Chaos is usually the name of the game in the first round of the NHL playoffs, with eight series rolling and plenty of upsets. This year was no different.
The Presidents’ Trophy-winning Boston Bruins who set records for the best regular season in hockey history? Gone.
The defending Stanley Cup champion Colorado Avalanche? Also gone.
The Tampa Bay Lightning who had gone to the final each of the past three years? You guessed it, gone.
The Toronto Maple Leafs are now the favorites to win the team’s first championship since 1967, according to FanDuel Sportsbook, fresh off winning their first playoff series in nearly two decades.
Connor McDavid and the Edmonton Oilers are also favored to come out of the West in another bid to end Canada’s 30-year Cup drought.

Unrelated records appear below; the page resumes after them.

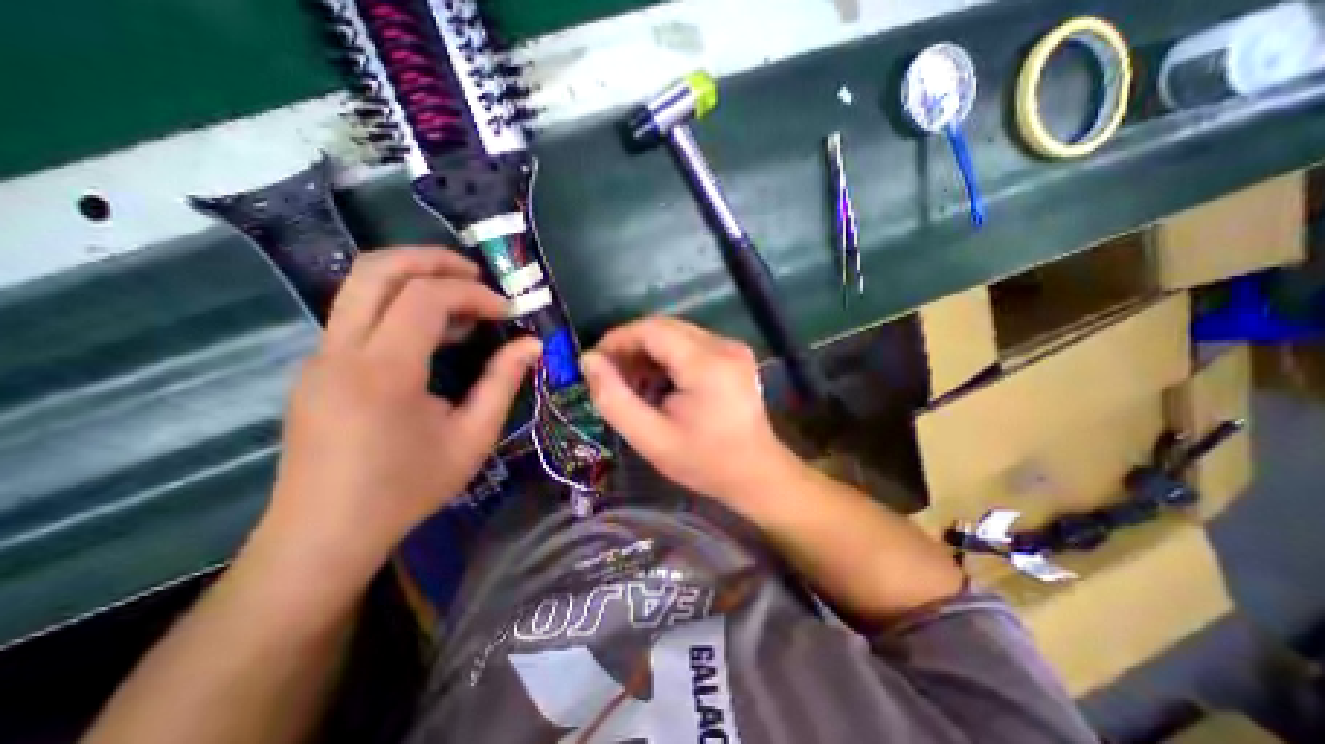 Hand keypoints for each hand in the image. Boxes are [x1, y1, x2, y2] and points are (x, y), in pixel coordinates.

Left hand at [250, 246, 540, 568]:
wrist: (325, 533)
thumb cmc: (408, 487)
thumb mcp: (473, 437)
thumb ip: (503, 382)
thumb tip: (532, 344)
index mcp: (383, 371)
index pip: (425, 297)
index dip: (473, 294)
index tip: (508, 311)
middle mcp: (341, 351)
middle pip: (377, 268)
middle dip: (433, 259)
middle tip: (477, 275)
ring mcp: (321, 356)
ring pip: (362, 285)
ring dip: (416, 278)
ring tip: (463, 302)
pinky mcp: (319, 367)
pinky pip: (360, 314)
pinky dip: (402, 306)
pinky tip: (435, 335)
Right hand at [582, 318, 807, 501]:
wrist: (756, 473)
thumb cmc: (704, 461)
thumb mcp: (650, 438)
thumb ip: (614, 398)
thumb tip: (589, 360)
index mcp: (706, 363)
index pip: (651, 328)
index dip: (618, 339)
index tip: (595, 362)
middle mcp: (723, 345)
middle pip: (664, 327)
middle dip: (631, 346)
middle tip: (611, 375)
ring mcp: (732, 348)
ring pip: (676, 334)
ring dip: (649, 352)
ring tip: (633, 383)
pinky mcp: (734, 355)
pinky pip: (690, 344)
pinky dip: (668, 358)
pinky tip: (659, 383)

With the exception of the 2020 bubble and 2021 season with only in-division play, the league has bracketed its playoffs and not reseeded after the first round since 2014. That system had led to plenty of griping about top teams in the same division meeting earlier, but upsets this year have changed the entire face of the playoffs.

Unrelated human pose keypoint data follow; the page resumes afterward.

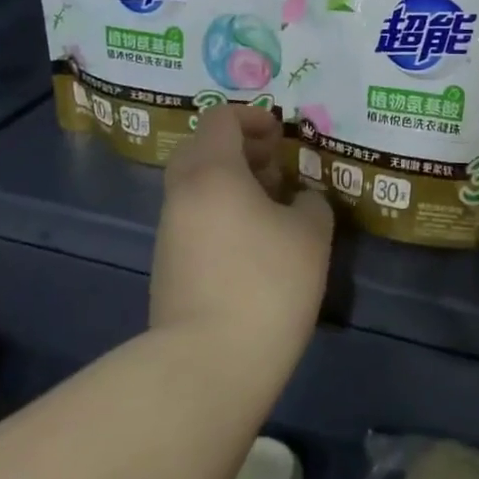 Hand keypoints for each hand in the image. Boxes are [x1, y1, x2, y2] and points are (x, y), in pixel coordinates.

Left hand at [150, 104, 334, 342]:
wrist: (208, 361)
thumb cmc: (266, 284)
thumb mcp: (311, 235)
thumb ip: (310, 203)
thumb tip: (299, 200)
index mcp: (212, 172)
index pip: (220, 119)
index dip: (253, 117)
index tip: (282, 137)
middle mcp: (182, 193)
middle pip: (202, 149)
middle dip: (241, 149)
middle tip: (277, 168)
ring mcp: (169, 231)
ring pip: (197, 186)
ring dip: (232, 183)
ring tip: (273, 207)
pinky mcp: (168, 265)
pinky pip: (194, 218)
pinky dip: (221, 213)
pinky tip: (253, 243)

More upheaval could be ahead in the second round, which starts Tuesday and features three first-time playoff matchups — just the sixth time that has happened at this stage of the postseason since 1944 and the first time since 2003.
“I think the second round in some ways is almost the prime time, because you still have the interest of the entire hockey world,” said veteran coach Paul Maurice, whose Florida Panthers knocked off the Bruins in seven games and next face the Maple Leafs. “Sometimes two months later, people fall off when it comes down to two cities, right? But now, everybody’s still watching.”

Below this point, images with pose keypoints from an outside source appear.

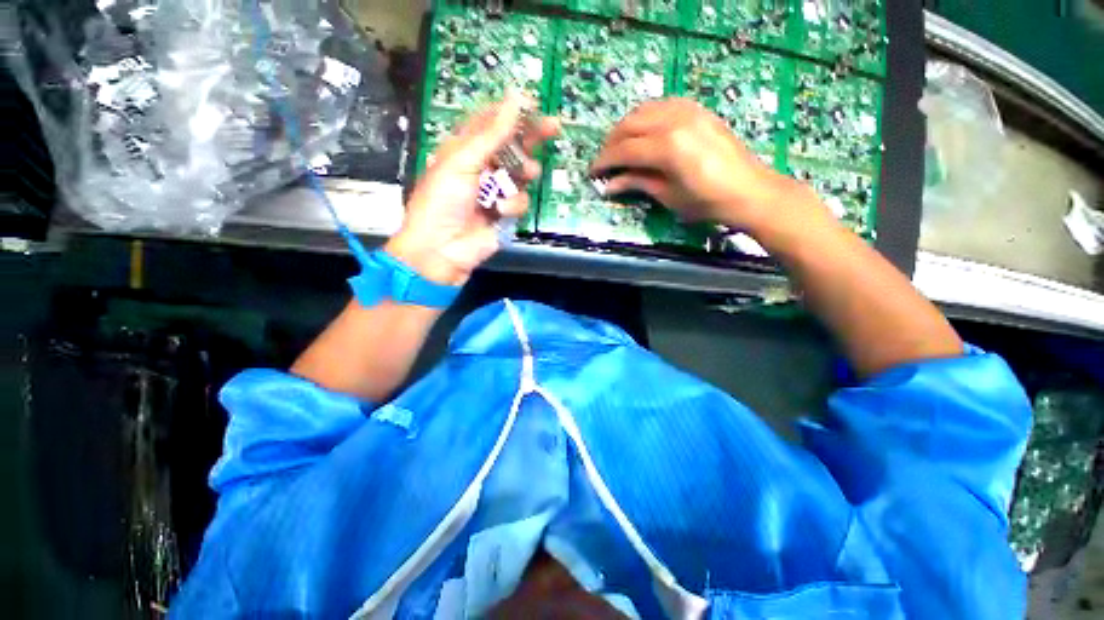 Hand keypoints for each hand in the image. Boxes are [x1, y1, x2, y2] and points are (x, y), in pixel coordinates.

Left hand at [386, 94, 558, 285]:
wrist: (443, 248)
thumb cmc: (444, 200)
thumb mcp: (464, 161)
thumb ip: (492, 134)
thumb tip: (516, 98)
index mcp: (464, 148)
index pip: (491, 123)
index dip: (511, 113)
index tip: (534, 105)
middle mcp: (481, 166)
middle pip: (511, 146)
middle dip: (531, 137)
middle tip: (554, 128)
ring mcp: (494, 191)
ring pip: (520, 174)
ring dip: (525, 172)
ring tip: (528, 173)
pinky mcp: (503, 213)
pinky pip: (519, 201)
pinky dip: (512, 204)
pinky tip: (499, 210)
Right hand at [591, 98, 817, 230]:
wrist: (748, 190)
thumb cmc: (706, 202)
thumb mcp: (668, 196)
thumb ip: (637, 183)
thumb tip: (609, 185)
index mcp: (667, 147)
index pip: (624, 150)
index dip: (604, 161)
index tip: (592, 173)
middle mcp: (675, 120)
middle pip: (629, 124)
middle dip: (611, 143)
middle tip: (604, 162)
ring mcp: (688, 110)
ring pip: (643, 110)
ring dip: (626, 127)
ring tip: (620, 147)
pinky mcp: (697, 109)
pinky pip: (662, 105)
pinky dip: (646, 117)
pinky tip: (643, 132)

PANTHERS vs. MAPLE LEAFS (Game 1: Tuesday, 7 p.m. EDT (ESPN)
Fans in Toronto chanted, “We want Florida!” after the Leafs beat the Lightning in Game 6. That was wishful thinking at the time — until the Panthers upset the Bruins.
“They got their wish,” said Carter Verhaeghe, who scored Florida’s Game 7-winning goal in overtime.
Toronto now has home-ice advantage in the second round and plenty of confidence following an emotional series win against Tampa Bay. The Leafs core of Auston Matthews, Mitch Marner, William Nylander and Morgan Rielly had lost its opening series six consecutive years.
Matthews called it “a monkey off the back for a lot of us that have been here for quite a long time” and acknowledged, “It only gets harder from here.”